13. The computer-readable storage medium of claim 12, wherein each
of the first and second images are scaled such that each of the
first and second images have a width that is less than the width of
the screen on the mobile device.
14. The computer-readable storage medium of claim 12, further
comprising avoiding scaling the second image when an initial width
associated with the second image is less than the width associated
with the screen of the mobile device.
15. The computer-readable storage medium of claim 12, wherein at
least one of the first and second images is scaled according to
another scaling factor when at least one of the first and second
images is a type such that scaling at least one of the first and
second images according to the scaling factor reduces its
usability.
Description
FIELD OF THE INVENTION
The present invention relates generally to mobile computing, and
more particularly to scaling images to fit a screen on a mobile
device.
BACKGROUND OF THE INVENTION
Small, mobile computing devices such as personal desktop
assistants, including hand-held and pocket-sized computers, tablet
personal computers and the like, are becoming important and popular
user tools. In general, they have become small enough to be
extremely convenient, while consuming less battery power, and at
the same time have become capable of running more powerful
applications. Although the computing circuitry of such devices
continues to shrink in size, the area available for displaying data
to a user shrinks as well. The usability of such data may be
problematic due to the relatively small size of the display.

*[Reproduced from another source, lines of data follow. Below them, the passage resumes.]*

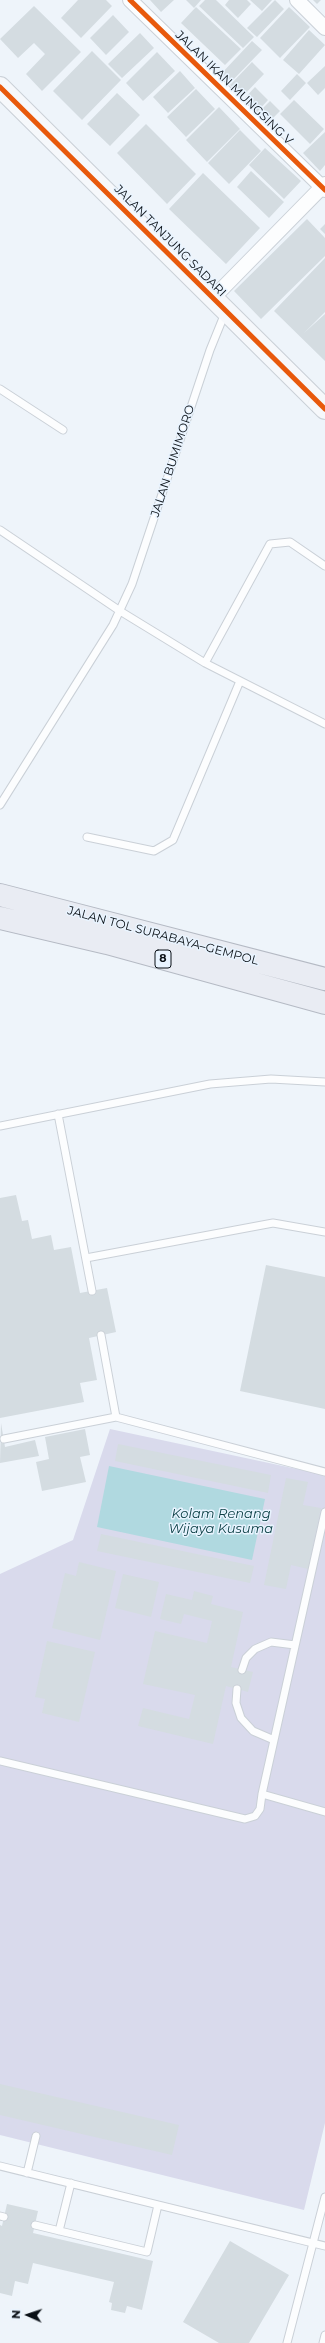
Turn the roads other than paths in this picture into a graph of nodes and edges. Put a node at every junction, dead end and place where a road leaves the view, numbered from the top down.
1 (130, 0) edge
2 (296, 0) edge
3 (325, 28) edge
4 (0, 87) edge
5 (324, 187) edge
6 (220, 304) junction
7 (0, 388) edge
8 (325, 409) edge
9 (63, 430) dead end
10 (0, 530) edge
11 (325, 566) edge
12 (120, 611) junction
13 (205, 663) junction
14 (240, 681) junction
15 (325, 724) edge
16 (0, 805) edge
17 (87, 837) dead end
18 (0, 895) edge
19 (0, 918) edge
20 (325, 979) edge
21 (325, 1003) edge
22 (325, 1082) edge
23 (58, 1114) junction
24 (0, 1126) edge
25 (325, 1232) edge
26 (86, 1258) junction
27 (92, 1291) dead end
28 (100, 1335) dead end
29 (116, 1417) junction
30 (4, 1439) dead end
31 (325, 1472) edge
32 (325, 1512) edge
33 (322, 1543) edge
34 (295, 1644) junction
35 (242, 1670) dead end
36 (237, 1689) dead end
37 (274, 1740) junction
38 (0, 1761) edge
39 (262, 1794) junction
40 (325, 1812) edge
41 (36, 2136) dead end
42 (0, 2166) edge
43 (27, 2173) junction
44 (70, 2183) junction
45 (325, 2197) edge
46 (158, 2205) junction
47 (35, 2225) dead end
48 (59, 2230) junction
49 (313, 2242) junction
50 (325, 2246) edge
51 (325, 2335) edge
52 (287, 2343) edge
53 (323, 2343) edge

1 - 5 street, JALAN IKAN MUNGSING V
2 - 3 street
4 - 6 street, JALAN TANJUNG SADARI
5 - 6 street
6 - 8 street, JALAN TANJUNG SADARI
6 - 12 lane, JALAN BUMIMORO
7 - 9 lane
10 - 12 lane
11 - 13 lane
12 - 13 lane
12 - 16 lane, JALAN BUMIMORO
13 - 14 lane
14 - 15 lane
14 - 17 lane
18 - 20 highway, JALAN TOL SURABAYA–GEMPOL / 8
19 - 21 highway, JALAN TOL SURABAYA–GEMPOL / 8
22 - 23 lane
23 - 24 lane
23 - 26 lane
25 - 26 lane
26 - 27 lane
28 - 29 lane
29 - 30 lane
29 - 31 lane
32 - 33 lane
33 - 34 lane
34 - 35 lane
34 - 37 lane
36 - 37 lane
37 - 39 lane
38 - 39 lane
39 - 40 lane
41 - 43 lane
42 - 43 lane
43 - 44 lane
44 - 46 lane
44 - 48 lane
45 - 49 lane
46 - 48 lane
46 - 49 lane
47 - 48 lane
49 - 50 lane
49 - 52 lane
51 - 53 lane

For example, data is often displayed in the form of a "web page"
that includes text, tables, images, and other varieties of display
information. The images on a web page are optimized to be displayed
on a screen having a specified minimum size. When the size of the
screen available is smaller than the specified minimum size, such
as on a mobile device, the mobile device may be unable to show the
images in a size readily viewable by a user.
SUMMARY OF THE INVENTION
The present invention is directed to a system and method for
scaling images to fit a screen on a mobile device. A non-linear
scale factor is utilized to scale larger images of a page of data
more aggressively than smaller images on the same page.
Accordingly, the relative differences in sizes of the images on the
page are reduced. In one embodiment, the aspect ratios of the
images are held constant when scaling, so both height and width are
scaled equally. The present invention avoids scaling the images of
a page according to a linear scale factor. A linear scale factor
may reduce a small image to a size that is unusable for its
intended purpose. The present invention scales the images according
to a non-linear scale factor to increase usability of the
images.
According to a further aspect of the present invention, the
non-linear scale factor is adjusted for a selected zoom setting
when a zoom feature is associated with the mobile device. For the
smallest zoom setting, images are scaled more aggressively to fit
more content on the screen. Conversely, for the largest zoom
setting, the images are scaled to a lesser extent to increase the
detail of the image.
BRIEF DESCRIPTION OF THE DRAWINGS
FIG. 1 illustrates an exemplary computing device that may be used
in one exemplary embodiment of the present invention.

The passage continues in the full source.